Stored data entries:
■ ■ ■ ■ ■ ■ ■

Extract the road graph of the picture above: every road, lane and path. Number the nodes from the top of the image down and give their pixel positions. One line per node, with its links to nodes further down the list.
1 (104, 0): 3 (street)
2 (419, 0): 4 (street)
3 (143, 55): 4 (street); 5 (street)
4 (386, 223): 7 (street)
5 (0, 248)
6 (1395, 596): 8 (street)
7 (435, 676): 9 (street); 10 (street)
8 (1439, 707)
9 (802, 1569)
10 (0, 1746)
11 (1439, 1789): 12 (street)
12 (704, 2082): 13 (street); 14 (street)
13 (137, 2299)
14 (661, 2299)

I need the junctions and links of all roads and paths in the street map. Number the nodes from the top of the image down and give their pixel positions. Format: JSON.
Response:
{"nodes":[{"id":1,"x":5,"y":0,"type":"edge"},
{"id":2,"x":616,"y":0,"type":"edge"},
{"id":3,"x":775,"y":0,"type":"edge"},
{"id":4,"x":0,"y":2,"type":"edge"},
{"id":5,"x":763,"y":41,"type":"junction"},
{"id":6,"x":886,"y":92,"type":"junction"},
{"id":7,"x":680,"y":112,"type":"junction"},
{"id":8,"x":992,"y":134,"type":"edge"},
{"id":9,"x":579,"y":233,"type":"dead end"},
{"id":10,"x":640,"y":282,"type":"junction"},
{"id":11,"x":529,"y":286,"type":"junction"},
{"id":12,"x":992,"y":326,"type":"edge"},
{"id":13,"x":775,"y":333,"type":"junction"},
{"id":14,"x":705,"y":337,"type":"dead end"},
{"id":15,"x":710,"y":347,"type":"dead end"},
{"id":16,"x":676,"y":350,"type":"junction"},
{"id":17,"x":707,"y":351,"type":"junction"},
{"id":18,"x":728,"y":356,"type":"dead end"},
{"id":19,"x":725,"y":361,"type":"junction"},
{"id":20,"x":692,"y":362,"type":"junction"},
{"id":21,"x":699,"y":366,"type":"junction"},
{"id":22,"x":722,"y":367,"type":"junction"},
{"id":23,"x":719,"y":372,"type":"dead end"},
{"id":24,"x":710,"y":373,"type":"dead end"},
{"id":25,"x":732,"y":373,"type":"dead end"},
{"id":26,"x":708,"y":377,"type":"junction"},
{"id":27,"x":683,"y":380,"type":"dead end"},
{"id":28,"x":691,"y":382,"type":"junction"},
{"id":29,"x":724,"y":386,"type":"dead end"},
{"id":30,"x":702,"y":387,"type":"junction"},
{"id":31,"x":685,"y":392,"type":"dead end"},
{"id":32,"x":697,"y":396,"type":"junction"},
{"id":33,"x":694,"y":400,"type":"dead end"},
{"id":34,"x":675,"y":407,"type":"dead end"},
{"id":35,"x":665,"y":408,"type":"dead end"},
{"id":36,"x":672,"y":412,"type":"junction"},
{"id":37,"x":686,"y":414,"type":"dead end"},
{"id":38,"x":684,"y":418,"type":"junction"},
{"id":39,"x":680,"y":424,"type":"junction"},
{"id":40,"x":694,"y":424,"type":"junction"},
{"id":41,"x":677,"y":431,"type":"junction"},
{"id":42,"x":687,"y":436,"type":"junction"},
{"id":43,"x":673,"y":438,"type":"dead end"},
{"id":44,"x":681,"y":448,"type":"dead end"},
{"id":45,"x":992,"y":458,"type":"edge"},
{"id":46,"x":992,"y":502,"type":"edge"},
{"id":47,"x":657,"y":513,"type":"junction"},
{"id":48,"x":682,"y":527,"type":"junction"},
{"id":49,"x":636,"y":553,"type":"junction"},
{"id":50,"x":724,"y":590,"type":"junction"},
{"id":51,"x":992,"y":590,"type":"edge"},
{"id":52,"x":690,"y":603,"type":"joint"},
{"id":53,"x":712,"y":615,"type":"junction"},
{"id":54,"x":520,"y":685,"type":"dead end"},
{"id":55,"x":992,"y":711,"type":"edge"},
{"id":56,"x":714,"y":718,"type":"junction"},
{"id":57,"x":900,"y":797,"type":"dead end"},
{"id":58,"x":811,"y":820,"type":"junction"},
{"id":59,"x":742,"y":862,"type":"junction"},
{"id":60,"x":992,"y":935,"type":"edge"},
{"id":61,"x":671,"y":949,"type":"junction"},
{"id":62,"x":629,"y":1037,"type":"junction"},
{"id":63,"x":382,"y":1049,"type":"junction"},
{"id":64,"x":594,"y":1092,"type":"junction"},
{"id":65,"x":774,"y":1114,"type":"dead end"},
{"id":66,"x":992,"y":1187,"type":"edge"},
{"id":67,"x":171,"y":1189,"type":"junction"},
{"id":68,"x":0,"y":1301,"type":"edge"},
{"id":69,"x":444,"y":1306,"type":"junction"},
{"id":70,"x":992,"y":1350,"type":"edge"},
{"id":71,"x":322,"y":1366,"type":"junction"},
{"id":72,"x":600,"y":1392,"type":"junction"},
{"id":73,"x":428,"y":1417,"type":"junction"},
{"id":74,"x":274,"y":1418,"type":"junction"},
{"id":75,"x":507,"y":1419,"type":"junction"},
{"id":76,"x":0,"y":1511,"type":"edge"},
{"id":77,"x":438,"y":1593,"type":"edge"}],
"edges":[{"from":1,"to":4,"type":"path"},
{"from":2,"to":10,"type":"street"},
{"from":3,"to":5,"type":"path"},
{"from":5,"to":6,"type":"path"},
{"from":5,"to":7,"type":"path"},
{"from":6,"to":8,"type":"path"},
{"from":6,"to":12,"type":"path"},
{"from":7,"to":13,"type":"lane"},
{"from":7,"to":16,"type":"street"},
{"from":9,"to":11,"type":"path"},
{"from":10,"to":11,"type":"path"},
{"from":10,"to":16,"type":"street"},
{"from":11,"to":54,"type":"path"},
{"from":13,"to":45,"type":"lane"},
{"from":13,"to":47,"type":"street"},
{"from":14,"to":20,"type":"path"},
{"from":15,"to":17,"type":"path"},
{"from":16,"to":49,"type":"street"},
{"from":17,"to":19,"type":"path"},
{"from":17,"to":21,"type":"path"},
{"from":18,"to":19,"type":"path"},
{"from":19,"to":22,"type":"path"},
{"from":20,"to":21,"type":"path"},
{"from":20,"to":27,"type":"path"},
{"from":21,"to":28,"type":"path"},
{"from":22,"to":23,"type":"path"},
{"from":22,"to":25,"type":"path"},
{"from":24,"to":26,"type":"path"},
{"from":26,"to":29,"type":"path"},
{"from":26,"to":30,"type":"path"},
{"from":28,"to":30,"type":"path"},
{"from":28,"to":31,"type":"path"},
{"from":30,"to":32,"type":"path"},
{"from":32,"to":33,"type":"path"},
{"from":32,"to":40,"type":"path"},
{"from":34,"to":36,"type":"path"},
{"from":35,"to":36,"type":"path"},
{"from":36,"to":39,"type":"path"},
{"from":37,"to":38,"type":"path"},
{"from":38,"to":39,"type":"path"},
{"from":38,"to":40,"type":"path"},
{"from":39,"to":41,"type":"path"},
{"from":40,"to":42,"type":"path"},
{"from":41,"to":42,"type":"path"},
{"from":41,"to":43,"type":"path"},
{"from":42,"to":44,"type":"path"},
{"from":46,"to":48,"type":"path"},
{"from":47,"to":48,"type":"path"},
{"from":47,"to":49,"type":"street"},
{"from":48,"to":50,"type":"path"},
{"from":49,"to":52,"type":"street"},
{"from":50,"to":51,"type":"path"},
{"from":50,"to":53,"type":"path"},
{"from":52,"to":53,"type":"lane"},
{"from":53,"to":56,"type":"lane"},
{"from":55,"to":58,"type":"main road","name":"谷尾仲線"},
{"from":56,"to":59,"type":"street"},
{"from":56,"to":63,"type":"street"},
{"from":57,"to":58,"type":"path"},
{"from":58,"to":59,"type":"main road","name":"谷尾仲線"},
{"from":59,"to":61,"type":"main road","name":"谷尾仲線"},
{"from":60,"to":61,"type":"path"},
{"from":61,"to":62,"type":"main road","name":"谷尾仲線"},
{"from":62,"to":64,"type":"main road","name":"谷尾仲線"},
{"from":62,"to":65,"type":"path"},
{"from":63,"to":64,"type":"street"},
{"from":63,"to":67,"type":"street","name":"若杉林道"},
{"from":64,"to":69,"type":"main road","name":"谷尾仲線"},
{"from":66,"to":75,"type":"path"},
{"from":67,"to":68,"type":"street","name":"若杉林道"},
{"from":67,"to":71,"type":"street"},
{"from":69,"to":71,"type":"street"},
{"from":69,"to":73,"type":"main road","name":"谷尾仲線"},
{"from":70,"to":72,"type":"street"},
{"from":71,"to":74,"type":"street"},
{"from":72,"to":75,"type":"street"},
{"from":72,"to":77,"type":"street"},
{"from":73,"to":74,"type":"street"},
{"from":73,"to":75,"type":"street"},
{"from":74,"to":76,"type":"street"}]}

■ ■ ■ ■ ■ ■ ■

**YOUR ASSIGNMENT**
Considering each line of the records on its own, count those that contain "lane" and give only that number.

**EXERCISE RESPONSE**
5